# Is there a way to invoke "hotkey" actions from a script or program (Lua, Python, or websockets)?



## John Hartman (Jun 7, 2021)

The "Hotkeys" list under Settings contains many items that would be nice to invoke from a program or script.  Some seem to have API equivalents that can be called from Lua or Python. There are websockets actions for some.

But I don't see any way to invoke others, such as "Next slide" and "Previous slide" for the Slide Show source.

Since hotkeys are discrete actions, it would seem straightforward to have an enumeration or text strings for each item in the hotkey list, and pass that to a function or websockets interface.  (Passing the hotkey itself would be less desirable - there are a LOT of potential actions, it can be a pain to find keys that don't conflict with other program functions)


----------



## Mango (Jun 9, 2021)

You may be interested to know that websockets can do this: https://github.com/Palakis/obs-webs...ocs/generated/protocol.md#triggerhotkeybyname

It would also be super useful to be able to do this from a browser source/dock, without having to install websockets.


----------



## John Hartman (Jun 9, 2021)

Thanks. 
TriggerHotkeyBySequence would let me pass hotkey combination, but as I said above, it would be nice to invoke things without first having to assign a non-conflicting hot key.

TriggerHotkeyByName is what I want - but it needs the "unique name of the hotkey, as defined when registering the hotkey." That is cool for key actions that my script defines, but my current needs are to invoke actions pre-defined by OBS. For example, "Next Slide" and "Previous Slide." Do these have "unique names"? If so, where are they documented?


----------



## Mango (Jun 9, 2021)

I see that the hotkeys for slide shows are not stored with the other hotkeys in %APPDATA%\obs-studio\basic\profiles\[profilename]\basic.ini.
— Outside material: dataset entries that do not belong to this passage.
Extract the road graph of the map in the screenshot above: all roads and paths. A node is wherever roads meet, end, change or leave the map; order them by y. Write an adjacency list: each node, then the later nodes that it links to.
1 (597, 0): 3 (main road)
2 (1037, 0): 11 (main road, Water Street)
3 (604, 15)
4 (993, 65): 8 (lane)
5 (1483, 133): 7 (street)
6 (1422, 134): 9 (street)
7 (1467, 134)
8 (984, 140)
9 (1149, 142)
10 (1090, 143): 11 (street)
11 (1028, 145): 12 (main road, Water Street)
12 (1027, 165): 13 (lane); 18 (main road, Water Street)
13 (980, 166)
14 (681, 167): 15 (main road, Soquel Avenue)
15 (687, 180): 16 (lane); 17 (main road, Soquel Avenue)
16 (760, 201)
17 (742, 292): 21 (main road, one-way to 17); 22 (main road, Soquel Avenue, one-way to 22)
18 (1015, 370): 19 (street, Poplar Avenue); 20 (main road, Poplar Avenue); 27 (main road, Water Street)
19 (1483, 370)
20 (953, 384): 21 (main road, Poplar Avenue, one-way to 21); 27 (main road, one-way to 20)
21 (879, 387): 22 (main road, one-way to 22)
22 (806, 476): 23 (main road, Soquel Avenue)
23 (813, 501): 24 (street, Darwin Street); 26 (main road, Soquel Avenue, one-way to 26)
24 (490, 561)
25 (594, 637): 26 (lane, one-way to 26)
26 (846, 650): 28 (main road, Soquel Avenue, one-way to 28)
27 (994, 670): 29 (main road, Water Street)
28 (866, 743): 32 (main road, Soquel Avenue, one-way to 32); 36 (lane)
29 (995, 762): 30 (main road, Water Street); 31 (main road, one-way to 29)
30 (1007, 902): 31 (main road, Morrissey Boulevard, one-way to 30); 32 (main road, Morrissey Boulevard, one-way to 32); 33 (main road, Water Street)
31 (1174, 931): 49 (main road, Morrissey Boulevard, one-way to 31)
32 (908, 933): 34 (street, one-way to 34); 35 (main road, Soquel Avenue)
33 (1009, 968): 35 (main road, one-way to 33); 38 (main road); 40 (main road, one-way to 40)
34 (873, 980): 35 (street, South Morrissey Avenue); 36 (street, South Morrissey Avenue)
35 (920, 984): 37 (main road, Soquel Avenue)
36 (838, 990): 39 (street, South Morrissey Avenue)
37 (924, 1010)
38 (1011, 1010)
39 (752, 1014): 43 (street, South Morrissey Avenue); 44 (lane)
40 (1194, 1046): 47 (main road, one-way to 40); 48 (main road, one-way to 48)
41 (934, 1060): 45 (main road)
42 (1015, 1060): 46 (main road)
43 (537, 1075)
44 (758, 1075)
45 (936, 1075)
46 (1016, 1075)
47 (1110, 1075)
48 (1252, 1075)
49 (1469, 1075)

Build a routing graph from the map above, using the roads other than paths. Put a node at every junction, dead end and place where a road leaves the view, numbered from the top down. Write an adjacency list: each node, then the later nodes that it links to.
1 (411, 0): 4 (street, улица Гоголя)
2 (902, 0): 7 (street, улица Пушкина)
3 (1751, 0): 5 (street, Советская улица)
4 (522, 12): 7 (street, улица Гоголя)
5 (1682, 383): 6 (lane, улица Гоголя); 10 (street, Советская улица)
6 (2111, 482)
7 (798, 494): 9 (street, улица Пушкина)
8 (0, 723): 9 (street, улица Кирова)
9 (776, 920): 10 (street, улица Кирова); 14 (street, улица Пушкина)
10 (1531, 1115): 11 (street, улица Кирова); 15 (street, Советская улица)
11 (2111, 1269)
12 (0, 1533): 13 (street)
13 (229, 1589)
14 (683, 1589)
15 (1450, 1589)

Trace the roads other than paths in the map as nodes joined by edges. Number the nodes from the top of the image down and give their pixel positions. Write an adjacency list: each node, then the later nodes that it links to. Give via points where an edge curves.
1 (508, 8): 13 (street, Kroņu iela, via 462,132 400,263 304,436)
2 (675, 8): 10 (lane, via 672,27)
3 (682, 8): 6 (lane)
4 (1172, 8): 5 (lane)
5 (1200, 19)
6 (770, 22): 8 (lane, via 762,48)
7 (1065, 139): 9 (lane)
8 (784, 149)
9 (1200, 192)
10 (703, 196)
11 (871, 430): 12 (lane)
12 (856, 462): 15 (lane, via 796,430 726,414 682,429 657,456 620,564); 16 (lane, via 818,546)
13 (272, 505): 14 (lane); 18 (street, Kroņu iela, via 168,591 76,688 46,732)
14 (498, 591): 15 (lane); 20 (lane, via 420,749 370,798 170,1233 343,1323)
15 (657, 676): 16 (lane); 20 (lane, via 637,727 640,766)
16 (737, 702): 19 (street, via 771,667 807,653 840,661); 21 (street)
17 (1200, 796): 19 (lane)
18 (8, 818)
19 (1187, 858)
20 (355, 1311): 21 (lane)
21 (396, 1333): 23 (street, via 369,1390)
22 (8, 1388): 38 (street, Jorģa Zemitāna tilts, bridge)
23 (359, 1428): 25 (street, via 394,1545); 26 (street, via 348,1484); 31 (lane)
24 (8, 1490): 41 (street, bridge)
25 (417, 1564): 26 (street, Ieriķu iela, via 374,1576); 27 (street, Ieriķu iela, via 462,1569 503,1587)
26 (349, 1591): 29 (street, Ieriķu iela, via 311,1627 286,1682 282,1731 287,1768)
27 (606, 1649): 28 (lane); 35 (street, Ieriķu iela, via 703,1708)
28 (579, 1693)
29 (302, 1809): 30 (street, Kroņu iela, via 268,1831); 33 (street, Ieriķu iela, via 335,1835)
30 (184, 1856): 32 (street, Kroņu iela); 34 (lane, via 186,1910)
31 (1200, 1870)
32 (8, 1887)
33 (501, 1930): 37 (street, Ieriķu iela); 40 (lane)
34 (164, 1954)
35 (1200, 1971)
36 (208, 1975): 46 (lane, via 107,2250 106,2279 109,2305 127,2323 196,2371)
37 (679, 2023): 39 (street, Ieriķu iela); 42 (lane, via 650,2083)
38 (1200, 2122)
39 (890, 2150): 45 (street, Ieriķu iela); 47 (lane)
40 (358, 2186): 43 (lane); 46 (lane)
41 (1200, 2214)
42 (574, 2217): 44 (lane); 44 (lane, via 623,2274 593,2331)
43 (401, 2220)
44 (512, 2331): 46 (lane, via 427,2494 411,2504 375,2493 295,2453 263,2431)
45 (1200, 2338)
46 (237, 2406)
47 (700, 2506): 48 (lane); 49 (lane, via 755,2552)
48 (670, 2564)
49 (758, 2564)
Instead they are stored in %APPDATA%\obs-studio\basic\scenes\[scenename].ini.  I created two slide shows for testing purposes and the hotkey names seem to be both called SlideShow.NextSlide.  I don't know how to address a particular slide show.  If you pass SlideShow.NextSlide to TriggerHotkeyByName, I don't suppose that works?

In your position I ended up writing my own slide show script using a browser source.


----------



## John Hartman (Jun 9, 2021)

Nice detective work!
On my PC the \scenes\  information is stored in .json files, but the item names are the same as you indicated.
Time to dig into websockets, I guess.


----------



## thewitt (Jun 10, 2021)

Touch Portal supports this over web sockets so it's definitely possible.


----------



## upgradeQ (Jun 10, 2021)

There is a function `obs_source_media_next(source)` for Slide Show source . You can also inject hotkey events via script like this.
`signal_handler_signal(signal_handler, "media_next", NULL_OR_PARAMS)` - also might help, though it fails for some reason.


----------



## John Hartman (Jun 11, 2021)

Thanks! 
obs_source_media_next doesn't seem to be in the docs at https://obsproject.com/docs/index.html, and Google just finds .h and .cpp files. 
But a quick test in my script shows that it works even from LUA.

I suddenly see myself reading h files to find more goodies.


----------



## TheKiwiviwy (Jul 8, 2021)

Mango said:


> I see that the hotkeys for slide shows are not stored with the other hotkeys in %APPDATA%\obs-studio\basic\profiles\[profilename]\basic.ini. Instead they are stored in %APPDATA%\obs-studio\basic\scenes\[scenename].ini.  I created two slide shows for testing purposes and the hotkey names seem to be both called SlideShow.NextSlide.  I don't know how to address a particular slide show.  If you pass SlideShow.NextSlide to TriggerHotkeyByName, I don't suppose that works?
> 
> In your position I ended up writing my own slide show script using a browser source.


The solution is partially there, after i did some testing i found out the real answer on how to make it work.
While the documentation implies that you need to put the name of the scene and then the hotkey as there for the example of: Replaybuffer.Save

The actual answer for me was: ( This example was done using NOOBS CMDR )
/command=TriggerHotkeyByName,hotkeyName=fast_forward

I didn't had to put the name of the scene, and the fast_forward section was the name that i found on the .json files ( located in %APPDATA%\obs-studio\basic\scenes\ )

so in short, just look up the hotkey name in the .json files and that should be the input that needs to go after the hotkeyName=


----------



## untoldent (Oct 11, 2022)

OBS Extended Touch Portal user here. The hotkey names are SlideShow.PreviousSlide and SlideShow.NextSlide.
But those seem generic? What happens if i have multiple slideshows, and i want to trigger a hotkey that advances one, but not the other?


----------